- [WHAT THE TASK ASKS]
Transcribe, exactly and in full, every record shown below, while omitting its images.

- [TASK INPUT]
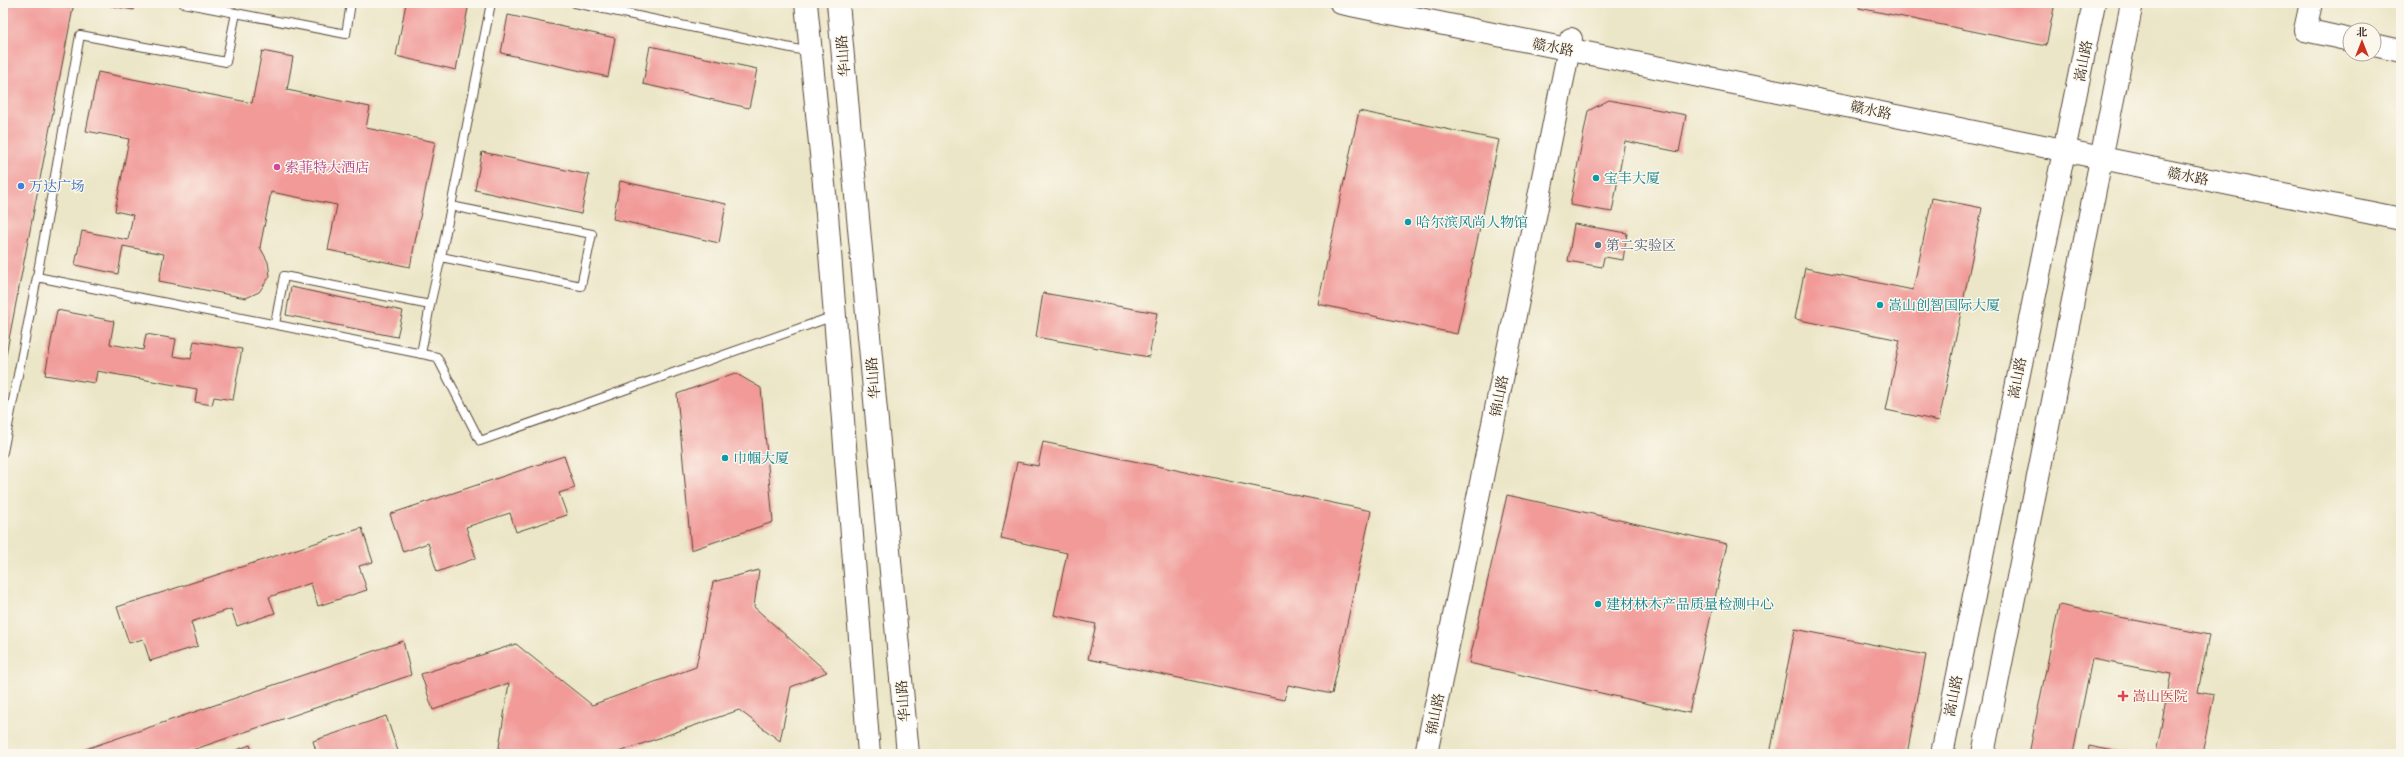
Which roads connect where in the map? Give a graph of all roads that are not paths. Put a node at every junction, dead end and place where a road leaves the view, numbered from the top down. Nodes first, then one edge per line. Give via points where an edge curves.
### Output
1 (183, 3) edge
2 (351, 3) edge
3 (491, 3) edge
4 (575, 3) edge
5 (806, 3) edge
6 (838, 3) edge
7 (1341, 3) edge
8 (1392, 3) edge
9 (2094, 3) edge
10 (2132, 3) edge
11 (2311, 3) edge
12 (236, 13) junction
13 (2342, 38) edge
14 (1570, 44) junction
15 (2382, 47) edge
16 (2401, 51) edge
17 (811, 52) junction
18 (2066, 144) junction
19 (2102, 151) junction
20 (2401, 204) edge
21 (451, 206) junction
22 (2401, 219) edge
23 (441, 257) junction
24 (37, 277) junction
25 (430, 305) junction
26 (835, 315) junction
27 (275, 324) junction
28 (421, 354) junction
29 (3, 452) edge
30 (869, 754) edge
31 (908, 754) edge
32 (1426, 754) edge
33 (1942, 754) edge
34 (1983, 754) edge

1 - 12 lane
2 - 12 lane via 346,34
3 - 21 lane
4 - 17 lane
5 - 17 main road
6 - 31 main road, 华山路
7 - 14 main road, 赣水路
8 - 14 main road, 赣水路
9 - 18 main road, 嵩山路
10 - 19 main road
11 - 13 main road via 2305,30
12 - 24 lane via 226,62 80,35
14 - 18 main road, 赣水路
14 - 32 main road, 锦山路
15 - 16 main road
17 - 26 main road
18 - 19 main road, 赣水路
18 - 33 main road, 嵩山路
19 - 20 main road, 赣水路
19 - 22 main road, 赣水路
19 - 34 main road
21 - 23 lane
21 - 23 lane via 592,234 581,286
23 - 25 lane
24 - 27 lane
24 - 29 lane
25 - 27 lane via 284,276
25 - 28 lane
26 - 28 lane via 480,441 437,357
26 - 30 main road
27 - 28 lane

- [ANSWER SPACE]
Which roads connect where in the map? Give a graph of all roads that are not paths. Put a node at every junction, dead end and place where a road leaves the view, numbered from the top down. Nodes first, then one edge per line. Give via points where an edge curves.
### Output
1 (183, 3) edge
2 (351, 3) edge
3 (491, 3) edge
4 (575, 3) edge
5 (806, 3) edge
6 (838, 3) edge
7 (1341, 3) edge
8 (1392, 3) edge
9 (2094, 3) edge
10 (2132, 3) edge
11 (2311, 3) edge
12 (236, 13) junction
13 (2342, 38) edge
14 (1570, 44) junction
15 (2382, 47) edge
16 (2401, 51) edge
17 (811, 52) junction
18 (2066, 144) junction
19 (2102, 151) junction
20 (2401, 204) edge
21 (451, 206) junction
22 (2401, 219) edge
23 (441, 257) junction
24 (37, 277) junction
25 (430, 305) junction
26 (835, 315) junction
27 (275, 324) junction
28 (421, 354) junction
29 (3, 452) edge
30 (869, 754) edge
31 (908, 754) edge
32 (1426, 754) edge
33 (1942, 754) edge
34 (1983, 754) edge

1 - 12 lane
2 - 12 lane via 346,34
3 - 21 lane
4 - 17 lane
5 - 17 main road
6 - 31 main road, 华山路
7 - 14 main road, 赣水路
8 - 14 main road, 赣水路
9 - 18 main road, 嵩山路
10 - 19 main road
11 - 13 main road via 2305,30
12 - 24 lane via 226,62 80,35
14 - 18 main road, 赣水路
14 - 32 main road, 锦山路
15 - 16 main road
17 - 26 main road
18 - 19 main road, 赣水路
18 - 33 main road, 嵩山路
19 - 20 main road, 赣水路
19 - 22 main road, 赣水路
19 - 34 main road
21 - 23 lane
21 - 23 lane via 592,234 581,286
23 - 25 lane
24 - 27 lane
24 - 29 lane
25 - 27 lane via 284,276
25 - 28 lane
26 - 28 lane via 480,441 437,357
26 - 30 main road
27 - 28 lane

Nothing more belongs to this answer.